Foreign Smartphone Brands Skyrocket 128% in China: Apple Stages Epic Comeback

Foreign smartphone shipments in China exploded by 128.4% year-over-year in November, signaling a stunning reversal in a market long ruled by homegrown giants. Data from the China Academy of Information and Communications Technology, released Thursday, shows foreign brands shipped 6.93 million units, grabbing about 23% of the market as total mobile phone volumes edged up 1.9% to 30.16 million units.

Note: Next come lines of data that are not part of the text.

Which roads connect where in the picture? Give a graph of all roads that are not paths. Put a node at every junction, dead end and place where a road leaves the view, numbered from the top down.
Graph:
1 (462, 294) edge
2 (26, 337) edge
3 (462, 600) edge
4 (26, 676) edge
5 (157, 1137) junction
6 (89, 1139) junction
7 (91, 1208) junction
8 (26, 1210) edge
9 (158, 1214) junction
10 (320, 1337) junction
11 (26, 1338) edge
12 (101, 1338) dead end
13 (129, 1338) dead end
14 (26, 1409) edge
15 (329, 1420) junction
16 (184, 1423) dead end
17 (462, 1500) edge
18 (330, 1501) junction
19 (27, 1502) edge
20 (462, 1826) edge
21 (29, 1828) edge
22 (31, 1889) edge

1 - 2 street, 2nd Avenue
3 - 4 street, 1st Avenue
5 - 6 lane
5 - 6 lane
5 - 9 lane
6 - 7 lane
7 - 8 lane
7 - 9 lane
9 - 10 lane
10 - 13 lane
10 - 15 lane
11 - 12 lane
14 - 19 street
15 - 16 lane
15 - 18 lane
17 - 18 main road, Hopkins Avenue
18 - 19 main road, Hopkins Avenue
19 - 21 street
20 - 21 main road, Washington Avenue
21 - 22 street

The boom is fueled primarily by explosive demand for Apple's iPhone 17 lineup, unveiled in September and quickly winning back Chinese buyers after prolonged share erosion to rivals like Huawei, Vivo, Xiaomi, and OPPO. According to Counterpoint Research's October figures, Apple's China market share hit 25%—its strongest since 2022. This contrasts sharply with last November's 47.4% plunge to just 3.04 million units for foreign brands.

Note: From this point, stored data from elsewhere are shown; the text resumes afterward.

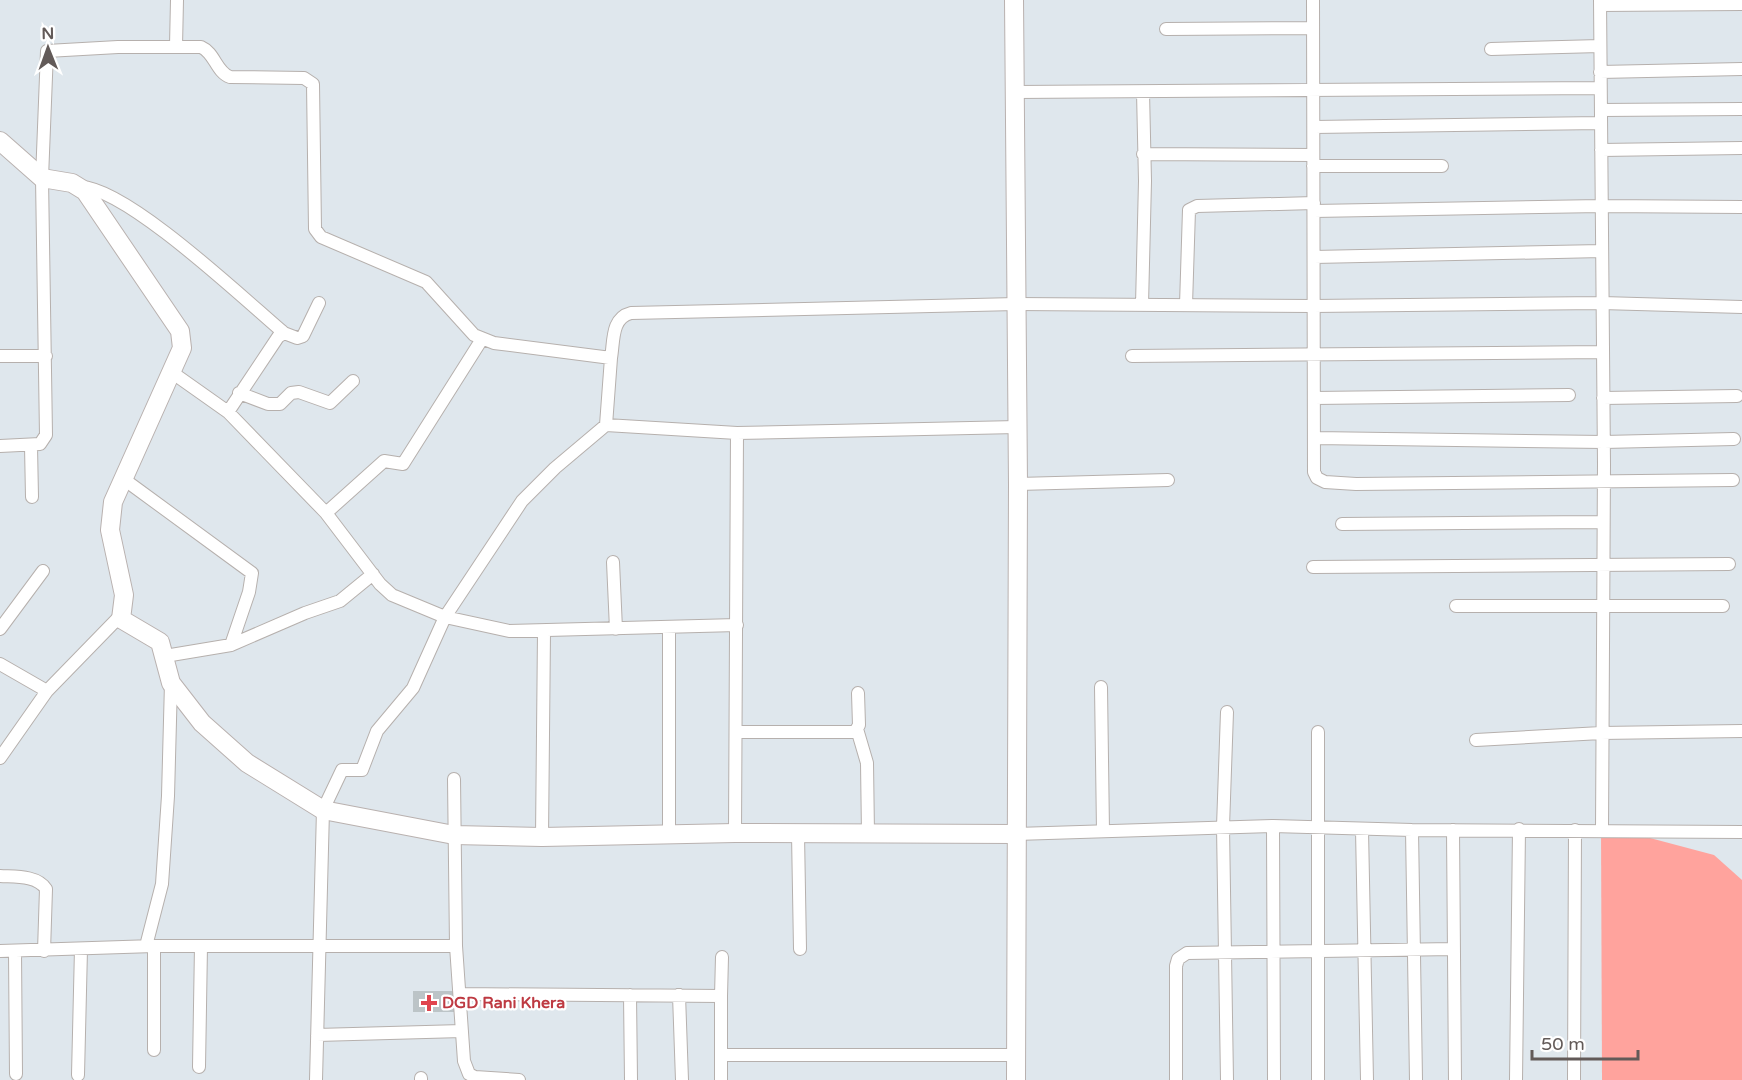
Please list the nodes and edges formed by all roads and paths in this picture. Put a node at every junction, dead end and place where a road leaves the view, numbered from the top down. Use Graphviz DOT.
graph roads {
  1 [pos="177,0"];
  2 [pos="1014,0"];
  3 [pos="1313,0"];
  4 [pos="1600,2"];
  5 [pos="1742,4"];
  6 [pos="1313,28"];
  7 [pos="1166,29"];
  8 [pos="176,46"];
  9 [pos="1600,46"];
  10 [pos="1491,49"];
  11 [pos="1742,69"];
  12 [pos="1600,72"];
  13 [pos="1600,88"];
  14 [pos="1014,92"];
  15 [pos="1143,92"];
  16 [pos="1313,92"];
  17 [pos="1742,109"];
  18 [pos="1601,110"];
  19 [pos="1601,123"];
  20 [pos="1314,127"];
  21 [pos="0,141"];
  22 [pos="1742,148"];
  23 [pos="1601,150"];
  24 [pos="1143,154"];
  25 [pos="1313,161"];
  26 [pos="1442,166"];
  27 [pos="42,178"];
  28 [pos="81,187"];
  29 [pos="1601,206"];
  30 [pos="1314,207"];
  31 [pos="1742,207"];
  32 [pos="1602,251"];
  33 [pos="1314,257"];
  34 [pos="319,303"];
  35 [pos="1602,303"];
  36 [pos="1016,304"];
  37 [pos="1142,305"];
  38 [pos="1186,305"];
  39 [pos="1313,306"];
  40 [pos="1742,308"];
  41 [pos="284,333"];
  42 [pos="482,339"];
  43 [pos="1603,352"];
  44 [pos="1314,353"];
  45 [pos="0,356"];
  46 [pos="46,356"];
  47 [pos="1132,356"];
  48 [pos="611,358"];
  49 [pos="170,371"];
  50 [pos="354,381"];
  51 [pos="239,393"];
  52 [pos="1569,395"];
  53 [pos="1737,396"];
  54 [pos="1314,398"];
  55 [pos="1603,398"];
  56 [pos="228,412"];
  57 [pos="606,425"];
  58 [pos="1017,427"];
  59 [pos="738,433"];
  60 [pos="1315,438"];
  61 [pos="1734,439"];
  62 [pos="1604,442"];
  63 [pos="0,446"];
  64 [pos="31,446"];
  65 [pos="125,480"];
  66 [pos="1168,480"];
  67 [pos="1604,480"];
  68 [pos="1733,480"];
  69 [pos="1018,484"];
  70 [pos="32,497"];
  71 [pos="326,513"];
  72 [pos="1603,522"];
  73 [pos="1342,524"];
  74 [pos="613,562"];
  75 [pos="1729,564"];
  76 [pos="1603,565"];
  77 [pos="1313,567"];
  78 [pos="43,571"];
  79 [pos="373,574"];
  80 [pos="1603,605"];
  81 [pos="1456,606"];
  82 [pos="1724,606"];
  83 [pos="121,615"];
  84 [pos="445,617"];
  85 [pos="737,625"];
  86 [pos="669,627"];
  87 [pos="0,630"];
  88 [pos="616,630"];
  89 [pos="544,632"];
  90 [pos="231,645"];
  91 [pos="165,656"];
  92 [pos="0,664"];
  93 [pos="171,683"];
  94 [pos="1101,687"];
  95 [pos="47,692"];
  96 [pos="858,693"];
  97 [pos="1227,712"];
  98 [pos="857,729"];
  99 [pos="1742,731"];
  100 [pos="736,732"];
  101 [pos="1318,732"];
  102 [pos="1601,733"];
  103 [pos="1476,740"];
  104 [pos="0,758"];
  105 [pos="453,779"];
  106 [pos="322,810"];
  107 [pos="1273,826"];
  108 [pos="1223,827"];
  109 [pos="1318,828"];
  110 [pos="1519,829"];
  111 [pos="1362,830"];
  112 [pos="1453,830"];
  113 [pos="1575,830"];
  114 [pos="1602,830"];
  115 [pos="1103,831"];
  116 [pos="1412,831"];
  117 [pos="1742,832"];
  118 [pos="735,833"];
  119 [pos="798,834"];
  120 [pos="868,834"];
  121 [pos="1016,834"];
  122 [pos="454,835"];
  123 [pos="669,835"];
  124 [pos="542,837"];
  125 [pos="0,876"];
  126 [pos="150,946"];
  127 [pos="201,946"];
  128 [pos="318,946"];
  129 [pos="456,946"];
  130 [pos="81,949"];
  131 [pos="800,949"];
  132 [pos="1318,949"];
  133 [pos="1363,949"];
  134 [pos="1454,949"];
  135 [pos="1274,950"];
  136 [pos="1414,950"];
  137 [pos="0,951"];
  138 [pos="44,951"];
  139 [pos="15,952"];
  140 [pos="1226,953"];
  141 [pos="722,957"];
  142 [pos="461,994"];
  143 [pos="630,994"];
  144 [pos="679,995"];
  145 [pos="722,996"];
  146 [pos="462,1031"];
  147 [pos="317,1035"];
  148 [pos="154,1050"];
  149 [pos="722,1055"];
  150 [pos="1016,1055"];
  151 [pos="199,1067"];
  152 [pos="16,1074"];
  153 [pos="78,1075"];
  154 [pos="316,1080"];
  155 [pos="519,1080"];
  156 [pos="631,1080"];
  157 [pos="682,1080"];
  158 [pos="722,1080"];
  159 [pos="1016,1080"];
  160 [pos="1176,1080"];
  161 [pos="1227,1080"];
  162 [pos="1274,1080"];
  163 [pos="1318,1080"];
  164 [pos="1367,1080"];
  165 [pos="1416,1080"];
  166 [pos="1455,1080"];
  167 [pos="1516,1080"];
  168 [pos="1574,1080"];
  1 -- 8 [label="street"];
  2 -- 14 [label="street"];
  3 -- 6 [label="street"];
  4 -- 5 [label="street"];
  4 -- 9 [label="street"];
  6 -- 7 [label="street"];
  6 -- 16 [label="street"];
  8 -- 27 [label="street"];
  8 -- 42 [label="street"];
  9 -- 10 [label="street"];
  9 -- 12 [label="street"];
  11 -- 12 [label="street"];
  12 -- 13 [label="street"];
  13 -- 16 [label="street"];
  13 -- 18 [label="street"];
  14 -- 15 [label="street"];
  14 -- 36 [label="street"];
  15 -- 16 [label="street"];
  15 -- 24 [label="street"];
  16 -- 20 [label="street"];
  17 -- 18 [label="street"];
  18 -- 19 [label="street"];
  19 -- 20 [label="street"];
  19 -- 23 [label="street"];
  20 -- 25 [label="street"];
  21 -- 27 [label="street"];
  22 -- 23 [label="street"];
  23 -- 29 [label="street"];
  24 -- 25 [label="street"];
  24 -- 37 [label="street"];
  25 -- 26 [label="street"];
  25 -- 30 [label="street"];
  27 -- 28 [label="street"];
  27 -- 46 [label="street"];
  28 -- 41 [label="street"];
  28 -- 49 [label="street"];
  29 -- 30 [label="street"];
  29 -- 31 [label="street"];
  29 -- 32 [label="street"];
  30 -- 33 [label="street"];
  30 -- 38 [label="street"];
  32 -- 33 [label="street"];
  32 -- 35 [label="street"];
  33 -- 39 [label="street"];
  34 -- 41 [label="street"];
  35 -- 39 [label="street"];
  35 -- 40 [label="street"];
  35 -- 43 [label="street"];
  36 -- 37 [label="street"];
  36 -- 48 [label="street"];
  36 -- 58 [label="street"];
  37 -- 38 [label="street"];
  38 -- 39 [label="street"];
  39 -- 44 [label="street"];
  41 -- 51 [label="street"];
  42 -- 48 [label="street"];
  42 -- 71 [label="street"];
  43 -- 44 [label="street"];
  43 -- 55 [label="street"];
  44 -- 47 [label="street"];
  44 -- 54 [label="street"];
  45 -- 46 [label="street"];
  46 -- 64 [label="street"];
  48 -- 57 [label="street"];
  49 -- 56 [label="street"];
  49 -- 65 [label="street"];
  50 -- 51 [label="street"];
  51 -- 56 [label="street"];
  52 -- 54 [label="street"];
  53 -- 55 [label="street"];
  54 -- 60 [label="street"];
  55 -- 62 [label="street"];
  56 -- 71 [label="street"];
  57 -- 59 [label="street"];
  57 -- 84 [label="street"];
  58 -- 59 [label="street"];
  58 -- 69 [label="street"];
  59 -- 85 [label="street"];
  60 -- 62 [label="street"];
  60 -- 67 [label="street"];
  61 -- 62 [label="street"];
  62 -- 67 [label="street"];
  63 -- 64 [label="street"];
  64 -- 70 [label="street"];
  65 -- 83 [label="street"];
  65 -- 90 [label="street"];
  66 -- 69 [label="street"];
  67 -- 68 [label="street"];
  67 -- 72 [label="street"];
  69 -- 121 [label="street"];
  71 -- 79 [label="street"];
  72 -- 73 [label="street"];
  72 -- 76 [label="street"];
  74 -- 88 [label="street"];
  75 -- 76 [label="street"];
  76 -- 77 [label="street"];
  76 -- 80 [label="street"];
  78 -- 87 [label="street"];
  79 -- 84 [label="street"];
  79 -- 90 [label="street"];
  80 -- 81 [label="street"];
  80 -- 82 [label="street"];
  80 -- 102 [label="street"];
  83 -- 91 [label="street"];
  83 -- 95 [label="street"];
  84 -- 89 [label="street"];
  84 -- 106 [label="street"];
  85 -- 86 [label="street"];
  85 -- 100 [label="street"];
  86 -- 88 [label="street"];
  86 -- 123 [label="street"];
  88 -- 89 [label="street"];
  89 -- 124 [label="street"];
  90 -- 91 [label="street"];
  91 -- 93 [label="street"];
  92 -- 95 [label="street"];
  93 -- 106 [label="street"];
  93 -- 126 [label="street"];
  94 -- 115 [label="street"];
  95 -- 104 [label="street"];
  96 -- 98 [label="street"];
  97 -- 108 [label="street"];
  98 -- 100 [label="street"];
  98 -- 120 [label="street"];
  99 -- 102 [label="street"];
  100 -- 118 [label="street"];
  101 -- 109 [label="street"];
  102 -- 103 [label="street"];
  102 -- 114 [label="street"];
  105 -- 122 [label="street"];
  106 -- 122 [label="street"];
  106 -- 128 [label="street"];
  107 -- 108 [label="street"];
  107 -- 109 [label="street"];
  107 -- 135 [label="street"];
  108 -- 115 [label="street"];
  108 -- 140 [label="street"];
  109 -- 111 [label="street"];
  109 -- 132 [label="street"];
  110 -- 112 [label="street"];
  110 -- 113 [label="street"];
  110 -- 167 [label="street"];
  111 -- 116 [label="street"];
  111 -- 133 [label="street"];
  112 -- 116 [label="street"];
  112 -- 134 [label="street"];
  113 -- 114 [label="street"];
  113 -- 168 [label="street"];
  114 -- 117 [label="street"];
  115 -- 121 [label="street"];
  116 -- 136 [label="street"];
  118 -- 119 [label="street"];
  118 -- 123 [label="street"];
  119 -- 120 [label="street"];
  119 -- 131 [label="street"];
  120 -- 121 [label="street"];
  121 -- 150 [label="street"];
  122 -- 124 [label="street"];
  122 -- 129 [label="street"];
  123 -- 124 [label="street"];
  125 -- 138 [label="street"];
  126 -- 127 [label="street"];
  126 -- 130 [label="street"];
  126 -- 148 [label="street"];
  127 -- 128 [label="street"];
  127 -- 151 [label="street"];
  128 -- 129 [label="street"];
  128 -- 147 [label="street"];
  129 -- 142 [label="street"];
  130 -- 138 [label="street"];
  130 -- 153 [label="street"];
  132 -- 133 [label="street"];
  132 -- 135 [label="street"];
  132 -- 163 [label="street"];
  133 -- 136 [label="street"];
  133 -- 164 [label="street"];
  134 -- 136 [label="street"];
  134 -- 166 [label="street"];
  135 -- 140 [label="street"];
  135 -- 162 [label="street"];
  136 -- 165 [label="street"];
  137 -- 139 [label="street"];
  138 -- 139 [label="street"];
  139 -- 152 [label="street"];
  140 -- 160 [label="street"];
  140 -- 161 [label="street"];
  141 -- 145 [label="street"];
  142 -- 143 [label="street"];
  142 -- 146 [label="street"];
  143 -- 144 [label="street"];
  143 -- 156 [label="street"];
  144 -- 145 [label="street"];
  144 -- 157 [label="street"];
  145 -- 149 [label="street"];
  146 -- 147 [label="street"];
  146 -- 155 [label="street"];
  147 -- 154 [label="street"];
  149 -- 150 [label="street"];
  149 -- 158 [label="street"];
  150 -- 159 [label="street"];
}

"Insane demand for the iPhone 17 has turbocharged Apple's momentum," noted Nabila Popal, senior research director at IDC. The firm predicts Apple will ship a record 247.4 million iPhones worldwide in 2025, eclipsing the 236 million from 2021.

China's smartphone arena remains a brutal battleground, with leadership flipping quarterly among top vendors. In Q3, Vivo topped with 11.8 million units and 18% share, trailed by Huawei at 10.5 million and Apple at 10.1 million. Experts say the market has settled into normal rhythms post early-year government subsidies that spiked demand artificially.

IDC forecasts a 17% Q4 shipment surge, flipping a prior 1% annual decline into 3% growth. Apple's iPhone 17 buzz should sustain records into December, but domestic players are countering with aggressive innovations in this high-stakes tech coliseum.